Pharma Qualification Protocols and Formats

Equipment and system qualification is a systematic and documented procedure aimed at demonstrating that a pharmaceutical manufacturing facility equipment, utilities and facilities are properly installed and function as designed and in a manner that meets validated parameters. Qualification is part of the DQ → IQ → OQ → PQ process sequence and is a very essential GMP requirement in EU GMP Annex 15, ICH Q7, FDA guidance and PIC/S PI 006 as well as WHO GMP guidelines. All manufacturing equipment, including a tablet compression, an autoclave or a water system has to be qualified before it can be used in production. Pharmaceutical Qualification Protocol & Report formats are provided for Equipment, Utilities, HVAC, Water system & Laboratory Instruments.

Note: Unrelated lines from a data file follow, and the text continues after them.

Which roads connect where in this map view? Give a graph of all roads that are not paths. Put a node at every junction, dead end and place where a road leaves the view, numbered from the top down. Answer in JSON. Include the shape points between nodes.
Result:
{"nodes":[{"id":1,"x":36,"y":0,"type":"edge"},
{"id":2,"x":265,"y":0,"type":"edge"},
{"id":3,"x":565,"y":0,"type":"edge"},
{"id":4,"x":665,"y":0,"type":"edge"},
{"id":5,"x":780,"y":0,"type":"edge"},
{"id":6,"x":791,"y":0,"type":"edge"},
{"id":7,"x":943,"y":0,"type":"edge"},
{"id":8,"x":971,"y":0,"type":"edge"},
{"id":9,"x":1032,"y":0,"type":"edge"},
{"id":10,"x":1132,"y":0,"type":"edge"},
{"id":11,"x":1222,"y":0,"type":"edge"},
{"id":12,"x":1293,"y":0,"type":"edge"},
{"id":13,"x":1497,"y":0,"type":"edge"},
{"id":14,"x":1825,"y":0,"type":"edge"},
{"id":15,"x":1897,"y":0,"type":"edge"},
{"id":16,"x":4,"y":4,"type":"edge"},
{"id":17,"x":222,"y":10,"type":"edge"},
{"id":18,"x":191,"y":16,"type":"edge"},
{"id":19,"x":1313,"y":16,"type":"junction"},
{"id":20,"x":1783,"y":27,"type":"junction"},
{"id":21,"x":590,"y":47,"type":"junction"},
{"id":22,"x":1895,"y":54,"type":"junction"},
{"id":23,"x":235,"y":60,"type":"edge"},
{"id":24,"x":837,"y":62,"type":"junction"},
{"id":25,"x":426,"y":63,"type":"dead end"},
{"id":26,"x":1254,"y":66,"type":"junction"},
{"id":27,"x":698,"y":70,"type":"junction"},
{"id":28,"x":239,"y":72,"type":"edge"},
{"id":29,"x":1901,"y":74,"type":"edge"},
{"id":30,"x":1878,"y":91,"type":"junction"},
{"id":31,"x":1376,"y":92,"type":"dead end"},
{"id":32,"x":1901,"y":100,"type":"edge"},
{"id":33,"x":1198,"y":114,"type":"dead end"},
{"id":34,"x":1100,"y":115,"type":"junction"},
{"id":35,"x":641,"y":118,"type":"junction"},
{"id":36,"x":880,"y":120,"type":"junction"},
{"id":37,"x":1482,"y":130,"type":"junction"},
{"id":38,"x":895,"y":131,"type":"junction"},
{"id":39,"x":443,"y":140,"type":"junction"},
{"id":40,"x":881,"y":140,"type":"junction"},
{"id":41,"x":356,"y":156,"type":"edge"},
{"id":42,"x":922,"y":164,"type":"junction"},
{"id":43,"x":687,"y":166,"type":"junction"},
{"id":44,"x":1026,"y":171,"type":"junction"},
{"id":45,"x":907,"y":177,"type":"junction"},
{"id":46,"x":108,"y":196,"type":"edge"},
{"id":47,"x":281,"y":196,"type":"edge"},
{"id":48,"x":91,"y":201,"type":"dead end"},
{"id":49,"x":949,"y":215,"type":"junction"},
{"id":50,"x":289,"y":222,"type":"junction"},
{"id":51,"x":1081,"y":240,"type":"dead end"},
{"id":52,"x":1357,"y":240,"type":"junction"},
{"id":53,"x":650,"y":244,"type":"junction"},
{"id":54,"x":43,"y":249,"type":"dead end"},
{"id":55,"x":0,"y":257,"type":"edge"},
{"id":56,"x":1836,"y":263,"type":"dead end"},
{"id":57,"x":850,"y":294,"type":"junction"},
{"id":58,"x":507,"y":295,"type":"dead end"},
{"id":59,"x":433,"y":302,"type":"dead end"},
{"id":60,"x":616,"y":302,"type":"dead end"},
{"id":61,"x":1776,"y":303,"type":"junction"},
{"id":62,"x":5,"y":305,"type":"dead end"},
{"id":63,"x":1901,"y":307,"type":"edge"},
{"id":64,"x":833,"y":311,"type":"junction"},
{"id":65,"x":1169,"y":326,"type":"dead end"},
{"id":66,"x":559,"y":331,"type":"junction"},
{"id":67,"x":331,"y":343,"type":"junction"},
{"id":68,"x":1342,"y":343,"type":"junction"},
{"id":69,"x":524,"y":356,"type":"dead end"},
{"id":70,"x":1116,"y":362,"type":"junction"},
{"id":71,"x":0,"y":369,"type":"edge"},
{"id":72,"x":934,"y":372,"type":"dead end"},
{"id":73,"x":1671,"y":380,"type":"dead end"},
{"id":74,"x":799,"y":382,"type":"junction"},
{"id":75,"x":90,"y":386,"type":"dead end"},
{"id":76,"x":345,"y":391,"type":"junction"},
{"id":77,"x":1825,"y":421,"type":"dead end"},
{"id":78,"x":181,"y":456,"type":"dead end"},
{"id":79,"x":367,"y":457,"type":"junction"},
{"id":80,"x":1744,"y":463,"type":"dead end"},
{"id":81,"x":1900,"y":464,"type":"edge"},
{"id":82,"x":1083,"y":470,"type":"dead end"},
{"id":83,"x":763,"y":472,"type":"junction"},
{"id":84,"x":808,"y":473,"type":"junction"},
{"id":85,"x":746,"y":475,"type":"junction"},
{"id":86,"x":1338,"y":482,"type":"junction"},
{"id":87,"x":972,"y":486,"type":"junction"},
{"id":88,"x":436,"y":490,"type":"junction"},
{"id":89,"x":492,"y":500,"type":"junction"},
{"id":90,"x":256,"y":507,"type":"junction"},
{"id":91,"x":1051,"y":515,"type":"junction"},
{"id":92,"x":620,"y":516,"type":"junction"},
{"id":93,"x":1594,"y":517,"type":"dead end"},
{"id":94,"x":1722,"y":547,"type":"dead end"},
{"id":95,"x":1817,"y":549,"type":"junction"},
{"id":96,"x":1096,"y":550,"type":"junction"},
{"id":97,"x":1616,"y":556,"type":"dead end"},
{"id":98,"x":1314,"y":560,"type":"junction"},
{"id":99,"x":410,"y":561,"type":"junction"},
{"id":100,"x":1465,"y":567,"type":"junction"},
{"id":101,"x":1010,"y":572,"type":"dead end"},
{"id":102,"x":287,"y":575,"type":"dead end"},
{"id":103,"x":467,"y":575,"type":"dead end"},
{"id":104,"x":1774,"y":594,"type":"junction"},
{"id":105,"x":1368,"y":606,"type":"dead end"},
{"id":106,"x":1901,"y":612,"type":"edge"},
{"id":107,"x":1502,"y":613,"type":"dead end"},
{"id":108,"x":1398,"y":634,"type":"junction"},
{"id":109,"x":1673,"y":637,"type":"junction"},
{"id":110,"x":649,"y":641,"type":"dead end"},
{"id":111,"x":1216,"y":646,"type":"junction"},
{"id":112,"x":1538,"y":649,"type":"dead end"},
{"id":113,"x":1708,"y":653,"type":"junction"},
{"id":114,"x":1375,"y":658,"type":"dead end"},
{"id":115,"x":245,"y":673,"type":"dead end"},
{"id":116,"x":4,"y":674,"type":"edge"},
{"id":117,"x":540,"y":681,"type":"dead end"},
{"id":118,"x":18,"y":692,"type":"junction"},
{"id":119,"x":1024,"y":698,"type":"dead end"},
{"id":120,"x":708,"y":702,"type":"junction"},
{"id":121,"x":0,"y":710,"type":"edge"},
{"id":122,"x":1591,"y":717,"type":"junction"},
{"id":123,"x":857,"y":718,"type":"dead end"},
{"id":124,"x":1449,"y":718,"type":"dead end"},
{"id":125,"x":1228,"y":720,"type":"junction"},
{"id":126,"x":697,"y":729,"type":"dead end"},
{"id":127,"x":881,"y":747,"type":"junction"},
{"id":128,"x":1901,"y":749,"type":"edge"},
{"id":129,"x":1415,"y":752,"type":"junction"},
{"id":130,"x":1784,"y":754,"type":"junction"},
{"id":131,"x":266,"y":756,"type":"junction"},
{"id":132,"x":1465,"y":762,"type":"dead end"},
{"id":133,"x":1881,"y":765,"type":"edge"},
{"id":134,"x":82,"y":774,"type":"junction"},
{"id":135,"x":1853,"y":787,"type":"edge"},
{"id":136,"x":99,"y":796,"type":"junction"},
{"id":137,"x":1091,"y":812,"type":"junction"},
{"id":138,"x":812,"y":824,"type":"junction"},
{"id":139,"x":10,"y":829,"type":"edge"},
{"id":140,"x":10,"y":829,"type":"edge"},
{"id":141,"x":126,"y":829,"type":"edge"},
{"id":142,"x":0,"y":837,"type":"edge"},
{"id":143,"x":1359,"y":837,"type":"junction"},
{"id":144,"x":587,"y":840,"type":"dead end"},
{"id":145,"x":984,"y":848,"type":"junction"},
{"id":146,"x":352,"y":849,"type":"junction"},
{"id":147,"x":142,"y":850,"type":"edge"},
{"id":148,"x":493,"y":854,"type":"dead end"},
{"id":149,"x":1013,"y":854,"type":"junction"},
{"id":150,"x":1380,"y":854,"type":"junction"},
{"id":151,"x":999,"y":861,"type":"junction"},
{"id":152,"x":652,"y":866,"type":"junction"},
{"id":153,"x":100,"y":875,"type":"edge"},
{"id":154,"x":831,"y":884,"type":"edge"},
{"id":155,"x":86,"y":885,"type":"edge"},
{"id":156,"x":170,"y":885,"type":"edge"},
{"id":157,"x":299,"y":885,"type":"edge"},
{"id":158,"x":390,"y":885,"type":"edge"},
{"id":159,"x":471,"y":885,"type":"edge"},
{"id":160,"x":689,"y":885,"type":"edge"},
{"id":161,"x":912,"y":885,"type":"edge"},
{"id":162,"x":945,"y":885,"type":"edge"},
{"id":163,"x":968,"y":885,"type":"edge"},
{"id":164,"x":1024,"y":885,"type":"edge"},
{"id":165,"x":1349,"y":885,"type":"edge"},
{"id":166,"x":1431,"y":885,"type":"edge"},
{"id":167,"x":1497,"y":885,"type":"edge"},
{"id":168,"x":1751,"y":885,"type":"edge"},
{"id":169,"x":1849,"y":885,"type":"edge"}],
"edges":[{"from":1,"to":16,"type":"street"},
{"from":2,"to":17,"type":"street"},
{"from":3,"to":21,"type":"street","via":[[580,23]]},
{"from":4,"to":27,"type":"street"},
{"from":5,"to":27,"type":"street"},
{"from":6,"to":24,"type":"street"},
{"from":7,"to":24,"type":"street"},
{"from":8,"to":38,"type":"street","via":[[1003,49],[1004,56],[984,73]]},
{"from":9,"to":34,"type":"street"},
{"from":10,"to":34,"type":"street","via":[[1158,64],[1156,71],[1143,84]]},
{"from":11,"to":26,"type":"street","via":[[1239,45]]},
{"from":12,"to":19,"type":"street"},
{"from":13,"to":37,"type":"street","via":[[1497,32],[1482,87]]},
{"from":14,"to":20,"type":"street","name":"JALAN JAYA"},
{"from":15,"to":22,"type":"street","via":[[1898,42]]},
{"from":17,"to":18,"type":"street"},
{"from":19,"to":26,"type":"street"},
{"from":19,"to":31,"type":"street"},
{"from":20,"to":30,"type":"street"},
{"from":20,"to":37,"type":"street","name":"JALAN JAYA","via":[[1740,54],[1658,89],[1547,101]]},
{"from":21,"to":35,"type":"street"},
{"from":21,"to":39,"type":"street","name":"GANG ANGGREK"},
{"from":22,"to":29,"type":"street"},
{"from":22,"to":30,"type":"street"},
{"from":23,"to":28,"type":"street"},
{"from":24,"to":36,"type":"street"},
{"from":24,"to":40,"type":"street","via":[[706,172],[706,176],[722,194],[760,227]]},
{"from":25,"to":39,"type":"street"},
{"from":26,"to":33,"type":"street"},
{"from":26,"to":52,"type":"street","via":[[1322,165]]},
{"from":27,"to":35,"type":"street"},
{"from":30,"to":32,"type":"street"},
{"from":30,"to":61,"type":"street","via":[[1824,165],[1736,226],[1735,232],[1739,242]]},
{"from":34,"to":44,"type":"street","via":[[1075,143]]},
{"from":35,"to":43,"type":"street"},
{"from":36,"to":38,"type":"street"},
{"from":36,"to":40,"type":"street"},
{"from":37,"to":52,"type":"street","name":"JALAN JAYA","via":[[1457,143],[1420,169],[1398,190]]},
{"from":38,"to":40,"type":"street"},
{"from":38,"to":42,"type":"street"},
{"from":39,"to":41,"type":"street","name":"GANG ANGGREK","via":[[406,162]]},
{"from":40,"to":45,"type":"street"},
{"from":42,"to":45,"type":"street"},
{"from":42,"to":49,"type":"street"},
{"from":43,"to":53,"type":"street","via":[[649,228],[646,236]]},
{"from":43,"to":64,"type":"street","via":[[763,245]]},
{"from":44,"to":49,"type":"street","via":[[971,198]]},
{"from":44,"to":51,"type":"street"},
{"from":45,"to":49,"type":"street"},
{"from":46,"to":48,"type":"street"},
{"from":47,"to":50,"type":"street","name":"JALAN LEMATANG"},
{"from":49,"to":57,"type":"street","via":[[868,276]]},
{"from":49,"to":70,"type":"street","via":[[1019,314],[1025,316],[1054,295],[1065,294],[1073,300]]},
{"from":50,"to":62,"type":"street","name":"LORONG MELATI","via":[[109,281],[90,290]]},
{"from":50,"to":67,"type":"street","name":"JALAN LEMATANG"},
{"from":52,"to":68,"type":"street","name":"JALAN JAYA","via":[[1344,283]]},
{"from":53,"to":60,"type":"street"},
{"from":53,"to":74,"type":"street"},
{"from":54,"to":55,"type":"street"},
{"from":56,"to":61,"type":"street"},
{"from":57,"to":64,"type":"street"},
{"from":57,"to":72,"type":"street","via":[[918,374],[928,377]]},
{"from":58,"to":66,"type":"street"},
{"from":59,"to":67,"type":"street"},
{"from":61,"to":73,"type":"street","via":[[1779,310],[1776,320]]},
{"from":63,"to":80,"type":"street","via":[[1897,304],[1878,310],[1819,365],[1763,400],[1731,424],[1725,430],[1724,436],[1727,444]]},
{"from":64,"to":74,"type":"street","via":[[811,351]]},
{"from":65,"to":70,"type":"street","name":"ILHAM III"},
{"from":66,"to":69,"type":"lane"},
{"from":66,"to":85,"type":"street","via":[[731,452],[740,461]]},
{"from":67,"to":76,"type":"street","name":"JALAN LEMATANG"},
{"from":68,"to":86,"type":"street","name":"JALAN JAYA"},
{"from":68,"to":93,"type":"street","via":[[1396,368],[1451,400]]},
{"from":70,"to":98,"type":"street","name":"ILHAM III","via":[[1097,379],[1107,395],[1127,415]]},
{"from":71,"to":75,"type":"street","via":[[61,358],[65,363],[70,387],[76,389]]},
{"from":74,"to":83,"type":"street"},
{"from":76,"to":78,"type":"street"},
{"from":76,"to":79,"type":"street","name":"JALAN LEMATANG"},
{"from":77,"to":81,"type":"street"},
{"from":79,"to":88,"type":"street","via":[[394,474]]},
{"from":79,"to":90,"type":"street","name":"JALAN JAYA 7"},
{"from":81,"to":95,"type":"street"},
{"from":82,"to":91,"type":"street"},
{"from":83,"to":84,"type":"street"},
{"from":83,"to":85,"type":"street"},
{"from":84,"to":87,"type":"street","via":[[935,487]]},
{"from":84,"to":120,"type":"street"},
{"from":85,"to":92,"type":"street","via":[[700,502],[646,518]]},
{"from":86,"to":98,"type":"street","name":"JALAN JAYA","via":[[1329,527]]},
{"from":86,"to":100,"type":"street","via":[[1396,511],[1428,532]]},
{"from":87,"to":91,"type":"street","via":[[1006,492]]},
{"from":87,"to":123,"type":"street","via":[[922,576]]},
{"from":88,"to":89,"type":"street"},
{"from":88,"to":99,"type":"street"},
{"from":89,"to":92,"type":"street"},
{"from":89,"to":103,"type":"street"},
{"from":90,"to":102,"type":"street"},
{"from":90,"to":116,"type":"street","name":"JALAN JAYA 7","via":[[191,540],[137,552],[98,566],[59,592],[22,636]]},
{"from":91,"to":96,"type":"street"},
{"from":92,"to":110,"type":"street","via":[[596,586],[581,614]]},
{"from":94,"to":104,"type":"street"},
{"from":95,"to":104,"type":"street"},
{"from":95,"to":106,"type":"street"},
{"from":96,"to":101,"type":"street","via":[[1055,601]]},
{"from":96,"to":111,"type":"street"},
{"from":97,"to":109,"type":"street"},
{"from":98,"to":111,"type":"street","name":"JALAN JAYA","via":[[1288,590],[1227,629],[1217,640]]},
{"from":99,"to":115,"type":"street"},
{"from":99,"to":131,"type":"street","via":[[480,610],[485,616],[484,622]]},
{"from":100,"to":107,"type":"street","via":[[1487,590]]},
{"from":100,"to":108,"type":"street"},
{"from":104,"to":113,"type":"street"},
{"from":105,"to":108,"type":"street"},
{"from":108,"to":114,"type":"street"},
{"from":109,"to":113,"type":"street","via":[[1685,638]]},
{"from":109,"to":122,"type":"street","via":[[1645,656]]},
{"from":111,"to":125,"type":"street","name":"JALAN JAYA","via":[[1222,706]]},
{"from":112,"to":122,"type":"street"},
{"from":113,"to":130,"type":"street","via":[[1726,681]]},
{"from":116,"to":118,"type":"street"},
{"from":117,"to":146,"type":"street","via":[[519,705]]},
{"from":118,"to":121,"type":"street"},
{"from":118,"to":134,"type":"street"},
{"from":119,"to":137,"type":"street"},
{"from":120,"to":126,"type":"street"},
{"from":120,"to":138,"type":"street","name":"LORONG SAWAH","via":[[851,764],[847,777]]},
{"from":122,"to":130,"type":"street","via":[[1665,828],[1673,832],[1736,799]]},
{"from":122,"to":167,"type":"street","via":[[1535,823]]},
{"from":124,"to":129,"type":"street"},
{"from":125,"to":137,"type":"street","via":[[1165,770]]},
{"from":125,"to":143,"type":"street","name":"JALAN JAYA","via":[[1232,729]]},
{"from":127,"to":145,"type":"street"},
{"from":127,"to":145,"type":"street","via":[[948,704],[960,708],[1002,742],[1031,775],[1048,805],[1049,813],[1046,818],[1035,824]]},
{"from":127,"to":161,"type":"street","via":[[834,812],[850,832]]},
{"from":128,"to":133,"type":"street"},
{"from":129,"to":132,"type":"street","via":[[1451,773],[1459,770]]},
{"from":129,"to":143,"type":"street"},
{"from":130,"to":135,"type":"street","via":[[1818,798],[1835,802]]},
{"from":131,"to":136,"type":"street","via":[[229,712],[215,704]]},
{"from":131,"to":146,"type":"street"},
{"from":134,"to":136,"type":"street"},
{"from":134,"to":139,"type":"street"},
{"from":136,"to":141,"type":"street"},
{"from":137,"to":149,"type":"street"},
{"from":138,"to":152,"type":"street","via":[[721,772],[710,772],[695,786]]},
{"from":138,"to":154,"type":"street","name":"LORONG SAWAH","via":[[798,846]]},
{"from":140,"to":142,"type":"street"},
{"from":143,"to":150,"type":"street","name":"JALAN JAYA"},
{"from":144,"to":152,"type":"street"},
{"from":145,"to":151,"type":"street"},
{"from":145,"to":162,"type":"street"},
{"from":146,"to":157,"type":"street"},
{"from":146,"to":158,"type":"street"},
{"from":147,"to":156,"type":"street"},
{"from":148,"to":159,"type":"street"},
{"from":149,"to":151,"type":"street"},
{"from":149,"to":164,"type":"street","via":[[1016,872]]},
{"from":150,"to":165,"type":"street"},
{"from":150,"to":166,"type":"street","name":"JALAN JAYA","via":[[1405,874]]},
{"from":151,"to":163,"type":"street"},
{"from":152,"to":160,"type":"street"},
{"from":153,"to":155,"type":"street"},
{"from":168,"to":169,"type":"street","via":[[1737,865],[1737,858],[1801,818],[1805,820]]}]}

📋 Qualification Protocols and Formats

In this Section you will learn about:

Qualification templates in this section cover all areas and type of equipment used in the GMP pharmaceutical manufacturing. All formats are designed to address today’s regulatory requirements and encompass the entire protocol-to-report process.

• User Requirement Specification (URS) templates are provided.
• Design Qualification (DQ) formats are to be used on the following:
• Installation Qualification (IQ) protocols and reports.
• Operational Qualification (OQ) protocols and reports have been developed.
• Performance Qualification (PQ) protocols and reports
• Validation Master Plan (VMP) templates are provided.
• Manufacturing equipment qualification — tablet presses, granulators, blenders, coating pans and filling machines
• HVAC & cleanroom qualification
• Water system qualification (PW, WFI)
• Qualification of autoclave and steriliser
• Qualification of lyophiliser (freeze dryer)
• Qualification of laboratory instruments, such as HPLC, dissolution, UV, balance.
• Computerised system validation (CSV) according to per GAMP 5 & 21 CFR Part 11
• Requalification / periodic review templates.